- **Provided data**
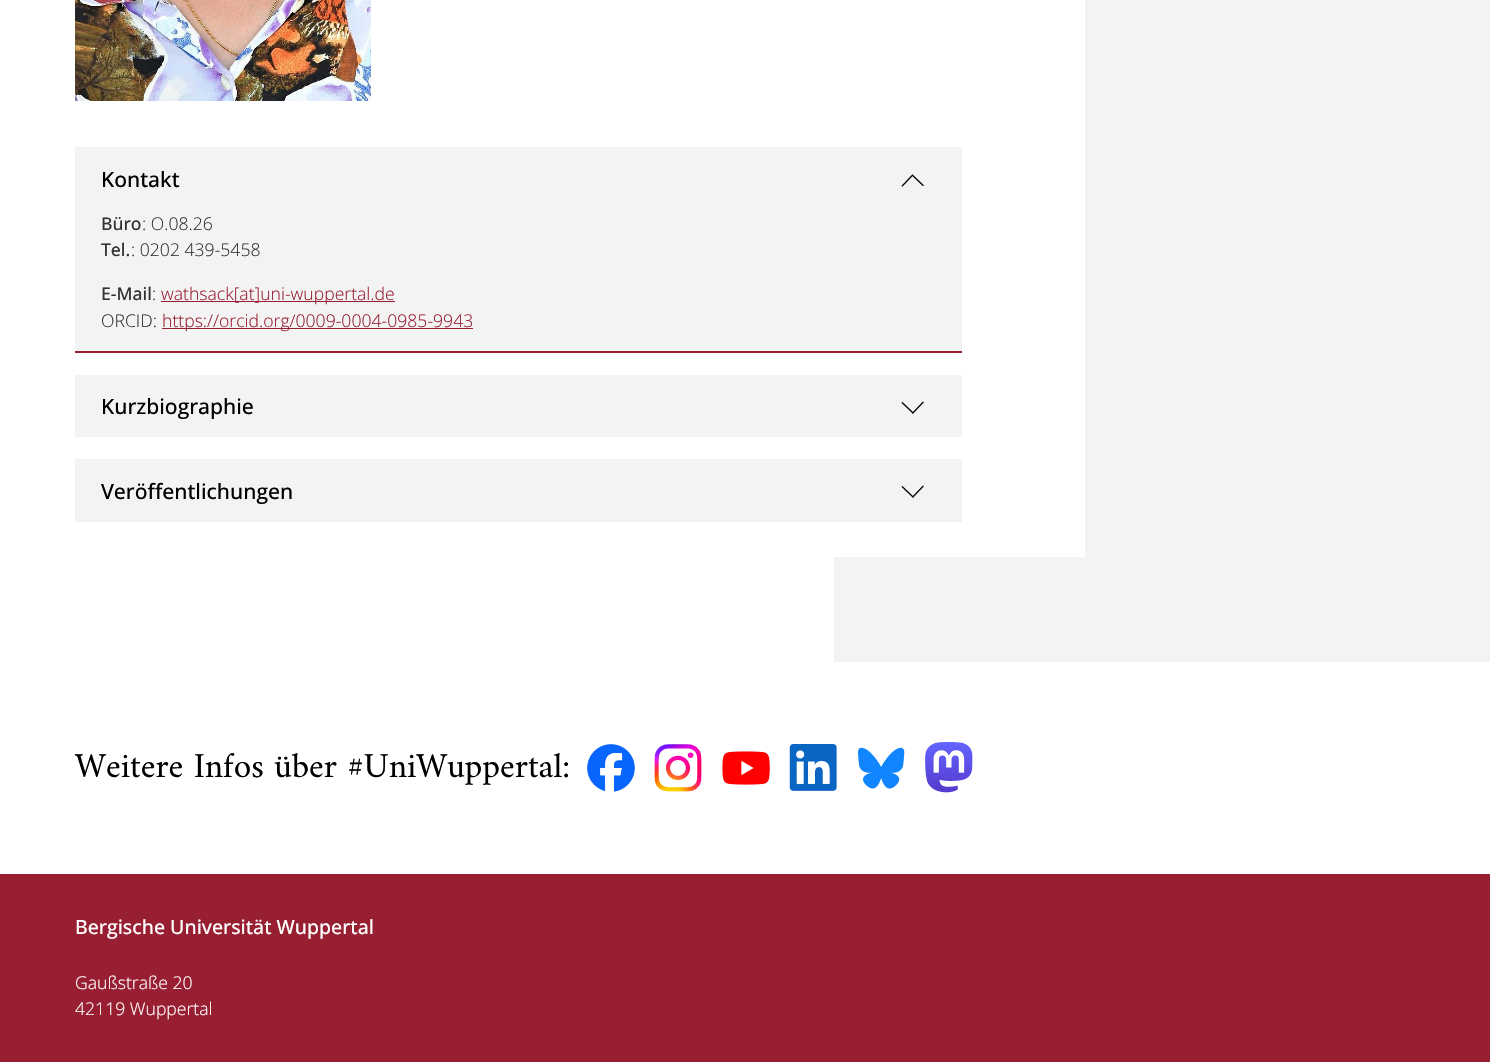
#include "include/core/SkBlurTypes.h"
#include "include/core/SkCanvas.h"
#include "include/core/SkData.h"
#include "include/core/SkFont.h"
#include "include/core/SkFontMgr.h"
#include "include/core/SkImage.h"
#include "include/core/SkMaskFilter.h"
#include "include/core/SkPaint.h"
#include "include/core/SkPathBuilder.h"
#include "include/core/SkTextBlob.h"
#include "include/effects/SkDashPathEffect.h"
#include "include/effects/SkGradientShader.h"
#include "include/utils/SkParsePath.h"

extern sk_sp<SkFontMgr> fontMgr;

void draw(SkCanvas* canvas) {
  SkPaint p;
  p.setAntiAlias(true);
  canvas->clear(SK_ColorWHITE);
  p.setColor(SkColorSetRGB(243, 243, 243));
  canvas->drawRect(SkRect::MakeLTRB(834, 0, 1490, 662), p);
  p.setColor(SK_ColorWHITE);
  canvas->drawRect(SkRect::MakeLTRB(834, 0, 1085, 557), p);
  canvas->drawImageRect(SkImages::DeferredFromEncodedData(SkData::MakeFromFileName("images/1.png")), SkRect::MakeLTRB(75, 0, 371, 101), SkSamplingOptions());
  p.setColor(SkColorSetRGB(243, 243, 243));
  canvas->drawRect(SkRect::MakeLTRB(75, 147, 962, 351), p);
  canvas->drawImageRect(SkImages::DeferredFromEncodedData(SkData::MakeFromFileName("images/2.png")), SkRect::MakeLTRB(901, 174, 924, 187), SkSamplingOptions());
  p.setColor(SkColorSetRGB(152, 30, 50));
  canvas->drawRect(SkRect::MakeLTRB(75, 351, 962, 353), p);
  canvas->drawRect(SkRect::MakeLTRB(161, 301, 395, 302), p);
  canvas->drawRect(SkRect::MakeLTRB(162, 328, 473, 329), p);
  p.setColor(SkColorSetRGB(243, 243, 243));
  canvas->drawRect(SkRect::MakeLTRB(75, 375, 962, 437), p);
  canvas->drawImageRect(SkImages::DeferredFromEncodedData(SkData::MakeFromFileName("images/3.png")), SkRect::MakeLTRB(901, 401, 924, 414), SkSamplingOptions());
  canvas->drawRect(SkRect::MakeLTRB(75, 459, 962, 522), p);
  canvas->drawImageRect(SkImages::DeferredFromEncodedData(SkData::MakeFromFileName("images/3.png")), SkRect::MakeLTRB(901, 485, 924, 498), SkSamplingOptions());
  canvas->drawImageRect(SkImages::DeferredFromEncodedData(SkData::MakeFromFileName("images/4.png")), SkRect::MakeLTRB(587, 744, 635, 792), SkSamplingOptions());
  canvas->drawImageRect(SkImages::DeferredFromEncodedData(SkData::MakeFromFileName("images/5.png")), SkRect::MakeLTRB(654, 744, 702, 792), SkSamplingOptions());
  canvas->drawImageRect(SkImages::DeferredFromEncodedData(SkData::MakeFromFileName("images/6.png")), SkRect::MakeLTRB(722, 751, 770, 785), SkSamplingOptions());
  canvas->drawImageRect(SkImages::DeferredFromEncodedData(SkData::MakeFromFileName("images/7.png")), SkRect::MakeLTRB(789, 744, 837, 791), SkSamplingOptions());
  canvas->drawImageRect(SkImages::DeferredFromEncodedData(SkData::MakeFromFileName("images/8.png")), SkRect::MakeLTRB(858, 747, 905, 789), SkSamplingOptions());
  canvas->drawImageRect(SkImages::DeferredFromEncodedData(SkData::MakeFromFileName("images/9.png")), SkRect::MakeLTRB(925, 742, 973, 793), SkSamplingOptions());
  p.setColor(SkColorSetRGB(152, 30, 50));
  canvas->drawRect(SkRect::MakeLTRB(0, 874, 1490, 1062), p);
  SkFont font1(fontMgr->matchFamilyStyle("Open Sans", SkFontStyle(500, SkFontStyle::kNormal_Width, SkFontStyle::kUpright_Slant)), 21.1f);
  font1.setSubpixel(true);
  p.setColor(SK_ColorBLACK);
  canvas->drawString("Kontakt", 101, 187, font1, p);
  SkFont font2(fontMgr->matchFamilyStyle("Open Sans", SkFontStyle(500, SkFontStyle::kNormal_Width, SkFontStyle::kUpright_Slant)), 17.6f);
  font2.setSubpixel(true);
  p.setColor(SkColorSetRGB(50, 50, 50));
  canvas->drawString("Büro", 101, 230, font2, p);
  SkFont font3(fontMgr->matchFamilyStyle("Open Sans", SkFontStyle(300, SkFontStyle::kNormal_Width, SkFontStyle::kUpright_Slant)), 17.6f);
  font3.setSubpixel(true);
  canvas->drawString(": O.08.26", 142, 230, font3, p);
  canvas->drawString("Tel.", 101, 256, font2, p);
  canvas->drawString(": 0202 439-5458", 131, 256, font3, p);
  canvas->drawString("E-Mail", 101, 300, font2, p);
  canvas->drawString(":", 152, 300, font3, p);
  p.setColor(SkColorSetRGB(152, 30, 50));
  canvas->drawString("wathsack[at]uni-wuppertal.de", 161, 300, font3, p);
  p.setColor(SkColorSetRGB(50, 50, 50));
  canvas->drawString("ORCID:", 101, 327, font3, p);
  p.setColor(SkColorSetRGB(152, 30, 50));
  canvas->drawString("https://orcid.org/0009-0004-0985-9943", 162, 327, font3, p);
  p.setColor(SK_ColorBLACK);
  canvas->drawString("Kurzbiographie", 101, 414, font1, p);
  canvas->drawString("Veröffentlichungen", 101, 499, font1, p);
  SkFont font4(fontMgr->matchFamilyStyle("Amiri", SkFontStyle::Normal()), 35.25f);
  font4.setSubpixel(true);
  canvas->drawString("Weitere Infos über #UniWuppertal:", 75, 777, font4, p);
  SkFont font5(fontMgr->matchFamilyStyle("Open Sans", SkFontStyle(500, SkFontStyle::kNormal_Width, SkFontStyle::kUpright_Slant)), 19.5f);
  font5.setSubpixel(true);
  p.setColor(SK_ColorWHITE);
  canvas->drawString("Bergische Universität Wuppertal", 75, 934, font5, p);
  canvas->drawString("Gaußstraße 20", 75, 989, font3, p);
  canvas->drawString("42119 Wuppertal", 75, 1015, font3, p);
}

- **Work instruction**
Using the records above, restate word for word the lines from the one with "void draw(SkCanvas* canvas)" through the one with "p.setAntiAlias(true);", both included.

- **Task output**
void draw(SkCanvas* canvas) {
  SkPaint p;
  p.setAntiAlias(true);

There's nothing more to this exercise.